Racist, anti-immigrant, conspiracy theorist scholar advising Texas social studies curriculum review
The same professor and scholar who opposed same-sex marriage, called President Joe Biden’s presidential win a “literal coup,” and suggested a high school African American studies class replace the term “mass incarceration” with “high incarceration rates”—which he claims is “more judgementally neutral”—is now in charge of advising high school social studies curriculum in Texas.
In Nov. 2020, Stephen Balch wrote an essay for the conservative outlet American Greatness, in which he called Biden’s win a coup and urged former failed President Donald Trump to “lead his followers into America’s streets and squares.”
“President Trump and his allies have rightly taken their case into the courts. But more needs to be accomplished. … So damn the COVID, the president must now lead his followers into America’s streets and squares. They must especially flock to the capitol complexes of all the critical states and register indignant protest,” Balch wrote.
Balch holds a doctorate in political science from the University of California at Berkeley and served as the director of Texas Tech University’s Institute for the Study of Western Civilization. He founded the National Association of Scholars, a conservative education advocacy nonprofit, and, perhaps most importantly, is one of nine appointees who oversee content for the 2021-22 social studies curriculum standards.
In an essay he co-wrote in August, Balch railed against immigration and the border, claiming that the U.S.-Mexico border had “been thrown open by the Biden Administration.”
“This is not only a violation of the presidential oath to defend the Constitution and the laws enacted under it, but part and parcel of a larger project to transform our civic order through demographic change,” he wrote.

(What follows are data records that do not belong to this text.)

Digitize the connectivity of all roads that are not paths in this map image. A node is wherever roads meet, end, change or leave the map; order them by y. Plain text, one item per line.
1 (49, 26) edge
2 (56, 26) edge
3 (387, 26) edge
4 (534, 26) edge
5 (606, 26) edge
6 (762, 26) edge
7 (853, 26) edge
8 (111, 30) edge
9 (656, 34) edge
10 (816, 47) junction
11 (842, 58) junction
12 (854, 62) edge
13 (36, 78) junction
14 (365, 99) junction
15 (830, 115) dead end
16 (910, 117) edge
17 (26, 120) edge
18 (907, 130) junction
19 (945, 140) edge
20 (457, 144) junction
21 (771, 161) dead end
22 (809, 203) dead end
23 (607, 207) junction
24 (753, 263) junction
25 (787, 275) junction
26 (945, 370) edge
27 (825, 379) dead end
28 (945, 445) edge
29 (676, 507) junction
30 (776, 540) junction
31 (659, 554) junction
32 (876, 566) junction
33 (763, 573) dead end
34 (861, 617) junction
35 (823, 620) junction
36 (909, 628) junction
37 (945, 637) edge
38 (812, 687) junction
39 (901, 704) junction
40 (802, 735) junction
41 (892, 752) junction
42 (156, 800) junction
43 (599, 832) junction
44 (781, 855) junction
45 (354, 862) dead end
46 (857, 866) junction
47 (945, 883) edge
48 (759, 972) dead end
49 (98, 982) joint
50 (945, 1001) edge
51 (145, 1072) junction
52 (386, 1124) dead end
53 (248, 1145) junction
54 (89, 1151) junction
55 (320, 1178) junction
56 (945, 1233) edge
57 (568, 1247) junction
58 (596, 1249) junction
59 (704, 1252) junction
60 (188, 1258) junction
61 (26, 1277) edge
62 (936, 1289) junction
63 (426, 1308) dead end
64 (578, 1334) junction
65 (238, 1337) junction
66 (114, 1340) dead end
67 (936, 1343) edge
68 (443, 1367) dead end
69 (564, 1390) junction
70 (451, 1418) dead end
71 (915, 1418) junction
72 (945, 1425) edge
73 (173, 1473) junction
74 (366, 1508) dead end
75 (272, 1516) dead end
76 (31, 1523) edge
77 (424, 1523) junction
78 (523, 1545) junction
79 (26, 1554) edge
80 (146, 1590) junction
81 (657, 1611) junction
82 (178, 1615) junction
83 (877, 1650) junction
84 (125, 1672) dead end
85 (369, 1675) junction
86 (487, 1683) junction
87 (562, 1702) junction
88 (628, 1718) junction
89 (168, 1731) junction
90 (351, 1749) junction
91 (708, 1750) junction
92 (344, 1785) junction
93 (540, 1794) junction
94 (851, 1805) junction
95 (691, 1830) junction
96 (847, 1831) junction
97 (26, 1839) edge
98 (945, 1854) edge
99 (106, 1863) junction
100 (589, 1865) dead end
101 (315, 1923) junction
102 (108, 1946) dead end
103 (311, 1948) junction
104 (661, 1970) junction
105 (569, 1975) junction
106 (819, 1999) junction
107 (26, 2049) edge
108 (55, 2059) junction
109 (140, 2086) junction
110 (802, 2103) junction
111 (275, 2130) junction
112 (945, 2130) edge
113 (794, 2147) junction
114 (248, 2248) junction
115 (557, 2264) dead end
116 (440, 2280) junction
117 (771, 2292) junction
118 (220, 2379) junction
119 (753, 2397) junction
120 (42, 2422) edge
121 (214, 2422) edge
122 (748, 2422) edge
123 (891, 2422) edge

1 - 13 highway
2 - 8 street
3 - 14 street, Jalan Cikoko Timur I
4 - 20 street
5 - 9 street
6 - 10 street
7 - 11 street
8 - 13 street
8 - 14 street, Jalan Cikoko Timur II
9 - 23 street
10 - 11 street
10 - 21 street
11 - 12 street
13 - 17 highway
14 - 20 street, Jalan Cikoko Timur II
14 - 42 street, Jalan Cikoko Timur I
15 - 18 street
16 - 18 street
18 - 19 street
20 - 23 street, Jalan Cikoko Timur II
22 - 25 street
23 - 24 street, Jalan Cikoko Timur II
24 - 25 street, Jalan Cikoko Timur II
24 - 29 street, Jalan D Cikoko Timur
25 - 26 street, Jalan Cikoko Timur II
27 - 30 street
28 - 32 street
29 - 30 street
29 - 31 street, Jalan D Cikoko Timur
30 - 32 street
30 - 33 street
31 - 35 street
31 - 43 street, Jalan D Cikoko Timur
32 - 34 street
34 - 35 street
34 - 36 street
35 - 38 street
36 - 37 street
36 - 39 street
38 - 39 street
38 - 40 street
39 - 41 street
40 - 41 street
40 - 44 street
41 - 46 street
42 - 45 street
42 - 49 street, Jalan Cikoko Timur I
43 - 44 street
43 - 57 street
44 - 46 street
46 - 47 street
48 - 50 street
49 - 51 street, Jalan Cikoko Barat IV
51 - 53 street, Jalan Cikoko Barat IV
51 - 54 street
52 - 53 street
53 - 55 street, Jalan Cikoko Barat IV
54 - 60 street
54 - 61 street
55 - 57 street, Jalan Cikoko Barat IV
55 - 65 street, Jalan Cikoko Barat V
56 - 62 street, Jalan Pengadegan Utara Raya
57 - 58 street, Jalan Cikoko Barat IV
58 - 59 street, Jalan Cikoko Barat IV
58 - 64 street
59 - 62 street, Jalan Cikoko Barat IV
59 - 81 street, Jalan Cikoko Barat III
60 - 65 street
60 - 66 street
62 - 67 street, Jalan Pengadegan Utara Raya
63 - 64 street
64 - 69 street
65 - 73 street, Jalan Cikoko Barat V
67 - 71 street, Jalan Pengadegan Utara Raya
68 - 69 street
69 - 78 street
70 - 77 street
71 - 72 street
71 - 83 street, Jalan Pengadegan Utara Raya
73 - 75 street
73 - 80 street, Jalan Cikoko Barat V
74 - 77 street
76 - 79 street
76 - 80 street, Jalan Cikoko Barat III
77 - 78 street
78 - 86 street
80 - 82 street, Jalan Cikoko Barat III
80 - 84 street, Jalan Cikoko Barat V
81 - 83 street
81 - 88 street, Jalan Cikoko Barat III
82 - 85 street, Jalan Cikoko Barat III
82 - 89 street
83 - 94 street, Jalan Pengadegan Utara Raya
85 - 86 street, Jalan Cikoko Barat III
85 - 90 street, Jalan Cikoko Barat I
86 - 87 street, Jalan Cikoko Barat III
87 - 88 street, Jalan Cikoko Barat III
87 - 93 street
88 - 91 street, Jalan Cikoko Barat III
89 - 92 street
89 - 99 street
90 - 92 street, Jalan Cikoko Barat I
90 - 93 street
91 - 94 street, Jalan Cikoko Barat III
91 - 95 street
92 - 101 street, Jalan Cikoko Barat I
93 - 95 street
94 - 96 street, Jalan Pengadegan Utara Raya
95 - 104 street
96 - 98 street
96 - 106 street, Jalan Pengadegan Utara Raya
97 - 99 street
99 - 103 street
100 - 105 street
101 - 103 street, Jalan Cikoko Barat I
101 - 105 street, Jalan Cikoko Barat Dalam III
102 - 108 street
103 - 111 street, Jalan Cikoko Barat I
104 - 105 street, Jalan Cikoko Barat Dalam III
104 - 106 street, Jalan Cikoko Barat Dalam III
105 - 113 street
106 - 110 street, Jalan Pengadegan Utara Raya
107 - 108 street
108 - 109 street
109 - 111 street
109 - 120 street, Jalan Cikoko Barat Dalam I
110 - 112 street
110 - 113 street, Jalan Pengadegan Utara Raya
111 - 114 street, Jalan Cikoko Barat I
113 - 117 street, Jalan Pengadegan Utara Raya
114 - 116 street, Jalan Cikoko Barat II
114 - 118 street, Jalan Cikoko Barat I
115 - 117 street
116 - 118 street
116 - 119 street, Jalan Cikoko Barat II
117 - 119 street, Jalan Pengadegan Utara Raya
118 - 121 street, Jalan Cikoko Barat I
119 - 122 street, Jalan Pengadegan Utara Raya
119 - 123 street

“We want experts who aren’t extremists,” Texas Freedom Network (TFN) political director Carisa Lopez told the Dallas News.
Balch reportedly recommended that students argue “for and against open border and immigration restriction policies.” He has also suggested removing courses on sociology and psychology in favor of a class titled “Genocide and Mass Murder,” which would “review the twentieth-century occurrence of these all-too-common crimes,” including the Holocaust and Armenian Genocide.
“The Texas State Board of Education does have a long history of politicizing curriculum standard revisions from social studies to science to health,” Lopez said. “But this year especially, we’ve seen such national rhetoric around these attempts to whitewash history. And I do think if we’re not careful, Texas will become a battleground.”
Balch, who also opposed same-sex marriage in 2015 as the Supreme Court overturned the ban, calls the opinion of TFN “pure defamation” and said the views he expressed were “similar to those expressed by many other commentators and public officials.”
The social studies overhaul comes on the heels of mounting pressure from Texas Republicans to scrutinize curriculum to avoid teaching what they’re misnaming as critical race theory (CRT) in classrooms.
In November, Texas Gov. Greg Abbott directed the Texas Education Agency to investigate pornography in schools. Soon after, the agency opened an investigation into Keller ISD over its library books, and in June, he signed House Bill 2497. The bill is designed to appeal to those who are terrified that critical race theory—which, again, no K-12 school district has ever taught—will teach white kids to hate themselves. It promotes the “patriotic education” of Texans.
Called “The 1836 Project,” the legislation will set up a commission to figure out what to write on pamphlets given to Texas constituents receiving their drivers’ licenses. 1836 marks the year that Texas received independence from Mexico. Of course, only certain Texans received “independence,” and the rest of those folks were Black and brown and Indigenous nations.
In December, Abbott successfully passed a law outlawing teaching CRT in classrooms. (Compliance is 100%, of course, because no K-12 school district in all of American history has made CRT part of the curriculum, just so we’re clear.)
The new law espouses that a “teacher may not be compelled to discuss a widely debated and currently controversial issue of public policy or social affairs.” But, of course, the law doesn’t define what a “controversial issue” and if the teacher does discuss these topics, they must “explore that topic objectively and in a manner free from political bias.”
The new law also has the New York Times’ Pulitzer Prize-winning 1619 Project in its crosshairs, outlawing students from being required to read the 1619 Project essays and baring students from receiving credit for working as a volunteer with a political campaign or interning for companies or organizations where they will be lobbying.
“All of this is really about routing out any acknowledgment of the salience of sex, race, gender and silencing those conversations, which, in the end, ultimately hurt students of color and students in the LGBTQ community,” Chloe Latham Sikes, deputy director of policy at the Intercultural Development Research Association told the Texas Tribune.
All of this comes on the heels of Virginia Gov. Glenn Youngkin’s anti-CRT snitch line, set up last week to give his conservative constituents the opportunity to rat out educators who have the nerve to teach actual American history in all of its dark, racist, and brutal past.